A Harvard study from 2009 showed that uninsured, working-age Americans have a 40% higher risk of death than their privately insured counterparts. They also found that 45,000 deaths are annually linked to lack of healthcare coverage. Insurance companies deny 1 in 5 claims. Why is that? It’s to serve their own bottom line. According to the Centers for Medicare & Medicaid Services, the American healthcare industry is valued at a staggering $4.5 trillion. In 2022, UnitedHealth, the largest insurer in the United States, raked in a total of $17.7 billion in profits, with 20% of this funneled directly to enriched pockets of their top executives and shareholders. The company continues to rake in billions of dollars in profits each year, while the cost of healthcare most often increases. Healthcare spending represented 17.3% of the GDP in 2022 and is estimated to reach a rate of +19.3% by 2032. Yet, within the same breath, two-thirds of people (66.5%) who file for bankruptcy cite medical bill issues as a key contributor to their economic turmoil. An estimated 530,000 families reach bankruptcy due to medical bills solely. American citizens also pay about twice the healthcare cost than most countries per person.
Most importantly, 57% of Americans believe that healthcare is the federal government’s responsibility.
These guttural statistics just barely capture a fraction of the horrors of American healthcare.
The common and expected response in the time of someone passing is usually that of mourning, remorse, consideration. The American public’s reaction to this death couldn’t be farther from this. According to CNN, a Facebook post by UnitedHealth Group expressing condolences to the CEO’s family received over 57,000 laughing-face reactions. For the past week, multiple X posts with millions of likes praise the shooter as a hero. On Saturday December 7th, a lookalike contest for the UnitedHealthcare CEO shooter was held in New York City.

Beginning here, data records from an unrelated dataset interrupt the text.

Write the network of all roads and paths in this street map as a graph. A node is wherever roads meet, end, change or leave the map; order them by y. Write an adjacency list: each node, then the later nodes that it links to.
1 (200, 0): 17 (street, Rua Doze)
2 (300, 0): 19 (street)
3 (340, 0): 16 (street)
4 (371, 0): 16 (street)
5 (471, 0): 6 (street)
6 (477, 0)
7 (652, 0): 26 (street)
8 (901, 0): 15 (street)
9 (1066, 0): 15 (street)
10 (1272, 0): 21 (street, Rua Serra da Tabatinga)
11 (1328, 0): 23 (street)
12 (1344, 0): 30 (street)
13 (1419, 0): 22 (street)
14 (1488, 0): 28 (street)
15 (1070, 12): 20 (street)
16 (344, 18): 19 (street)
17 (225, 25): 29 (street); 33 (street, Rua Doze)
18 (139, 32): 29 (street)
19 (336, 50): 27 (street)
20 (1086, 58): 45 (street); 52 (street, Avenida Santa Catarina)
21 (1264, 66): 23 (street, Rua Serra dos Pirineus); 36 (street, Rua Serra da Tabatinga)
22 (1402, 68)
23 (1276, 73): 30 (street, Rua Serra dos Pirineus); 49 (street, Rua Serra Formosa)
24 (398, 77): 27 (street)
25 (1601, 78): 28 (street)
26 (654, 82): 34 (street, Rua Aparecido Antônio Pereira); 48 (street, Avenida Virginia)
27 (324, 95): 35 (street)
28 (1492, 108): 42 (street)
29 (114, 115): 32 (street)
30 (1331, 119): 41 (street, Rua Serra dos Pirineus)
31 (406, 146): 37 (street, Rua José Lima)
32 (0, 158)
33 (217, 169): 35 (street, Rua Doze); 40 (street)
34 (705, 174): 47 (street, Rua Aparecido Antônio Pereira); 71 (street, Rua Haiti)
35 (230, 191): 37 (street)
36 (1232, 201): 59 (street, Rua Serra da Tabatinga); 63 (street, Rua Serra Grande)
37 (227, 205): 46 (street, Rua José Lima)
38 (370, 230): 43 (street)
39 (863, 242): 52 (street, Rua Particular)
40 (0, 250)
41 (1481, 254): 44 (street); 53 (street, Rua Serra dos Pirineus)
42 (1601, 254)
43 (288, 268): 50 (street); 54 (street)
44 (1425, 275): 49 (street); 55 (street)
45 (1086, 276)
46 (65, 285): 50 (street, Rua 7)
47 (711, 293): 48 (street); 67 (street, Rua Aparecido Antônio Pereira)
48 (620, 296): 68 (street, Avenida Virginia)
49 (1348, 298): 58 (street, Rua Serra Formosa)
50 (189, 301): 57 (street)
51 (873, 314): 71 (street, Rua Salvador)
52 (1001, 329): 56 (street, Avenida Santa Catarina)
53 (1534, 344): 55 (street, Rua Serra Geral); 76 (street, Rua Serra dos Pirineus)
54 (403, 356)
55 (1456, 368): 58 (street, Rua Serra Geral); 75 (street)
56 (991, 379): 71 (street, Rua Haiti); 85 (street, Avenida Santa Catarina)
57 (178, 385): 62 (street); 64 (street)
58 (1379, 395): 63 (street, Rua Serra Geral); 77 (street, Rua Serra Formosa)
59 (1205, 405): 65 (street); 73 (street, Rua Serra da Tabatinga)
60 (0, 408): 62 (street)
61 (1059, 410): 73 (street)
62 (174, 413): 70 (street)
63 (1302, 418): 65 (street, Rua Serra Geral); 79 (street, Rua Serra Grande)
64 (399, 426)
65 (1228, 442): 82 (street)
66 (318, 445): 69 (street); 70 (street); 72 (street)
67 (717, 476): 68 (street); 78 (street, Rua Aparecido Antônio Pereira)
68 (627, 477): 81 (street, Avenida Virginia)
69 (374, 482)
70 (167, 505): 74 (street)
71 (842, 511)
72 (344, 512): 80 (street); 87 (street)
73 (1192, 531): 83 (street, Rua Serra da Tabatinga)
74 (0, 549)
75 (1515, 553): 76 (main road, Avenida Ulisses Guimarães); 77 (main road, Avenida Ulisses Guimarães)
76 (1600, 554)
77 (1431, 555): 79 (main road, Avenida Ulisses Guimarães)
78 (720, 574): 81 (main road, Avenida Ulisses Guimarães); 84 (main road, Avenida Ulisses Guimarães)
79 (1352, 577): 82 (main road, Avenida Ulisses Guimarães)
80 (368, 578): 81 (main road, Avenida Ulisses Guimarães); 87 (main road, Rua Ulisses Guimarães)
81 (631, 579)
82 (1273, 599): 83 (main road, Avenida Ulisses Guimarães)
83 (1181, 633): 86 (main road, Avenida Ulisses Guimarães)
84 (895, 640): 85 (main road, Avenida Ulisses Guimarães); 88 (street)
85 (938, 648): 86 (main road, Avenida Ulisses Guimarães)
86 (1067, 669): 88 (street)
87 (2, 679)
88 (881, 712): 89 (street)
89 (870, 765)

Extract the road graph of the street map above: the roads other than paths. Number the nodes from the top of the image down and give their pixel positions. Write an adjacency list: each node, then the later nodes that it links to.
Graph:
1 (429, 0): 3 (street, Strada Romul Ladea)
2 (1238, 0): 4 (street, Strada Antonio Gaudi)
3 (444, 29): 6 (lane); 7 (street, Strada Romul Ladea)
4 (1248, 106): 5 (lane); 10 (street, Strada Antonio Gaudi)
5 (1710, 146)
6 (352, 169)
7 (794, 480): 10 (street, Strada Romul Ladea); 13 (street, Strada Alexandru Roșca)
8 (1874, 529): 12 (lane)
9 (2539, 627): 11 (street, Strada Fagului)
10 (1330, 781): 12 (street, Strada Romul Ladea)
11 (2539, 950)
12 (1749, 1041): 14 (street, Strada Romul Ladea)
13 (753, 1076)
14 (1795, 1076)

Millions of Americans online are reveling in the death of the CEO. Under the tag ‘Deny, Defend, Depose’, users have begun to revere the shooter, dubbing him ‘The Adjuster’. Many have also taken time to share stories of losing loved ones due to denied insurance claims. TikTok user @/lacceeyy made a video detailing the loss of her father in a short 6 months partly due to complications in securing financial assistance from their health insurers. The video currently sits at 5 million views.
Is this rage justified? Is this mockery justified? Can murder ever truly be as a correct or necessary means to an end? Are the American people on the verge of reaching class consciousness? Why must Americans fight tooth and nail to secure the health services they need? Is violence the only way? These moral inquiries are spearheading online discourse.
In addition to public praise, this shooting has also sparked what many perceive as fear in healthcare executives. In early November, Anthem Blue Cross Blue Shield announced that it would be limiting the amount of time it covers anesthesia for the surgeries and treatments in which it is needed. This announced policy change sparked outcry and criticism across the medical industry, for example the American Society of Anesthesiologists. Many doctors criticized the policy decision to CNN sources. On Thursday, Janet Kiryluik, the staff vice president of corporate communications at Anthem’s parent company Everlance Health, told Forbes sources that the company would not be proceeding with the policy change. In similar news, the CEO of UnitedHealth Group was depicted reassuring employees, encouraging media avoidance, and detailing increased security protocols in the company in a leaked internal video, according to the New York Post.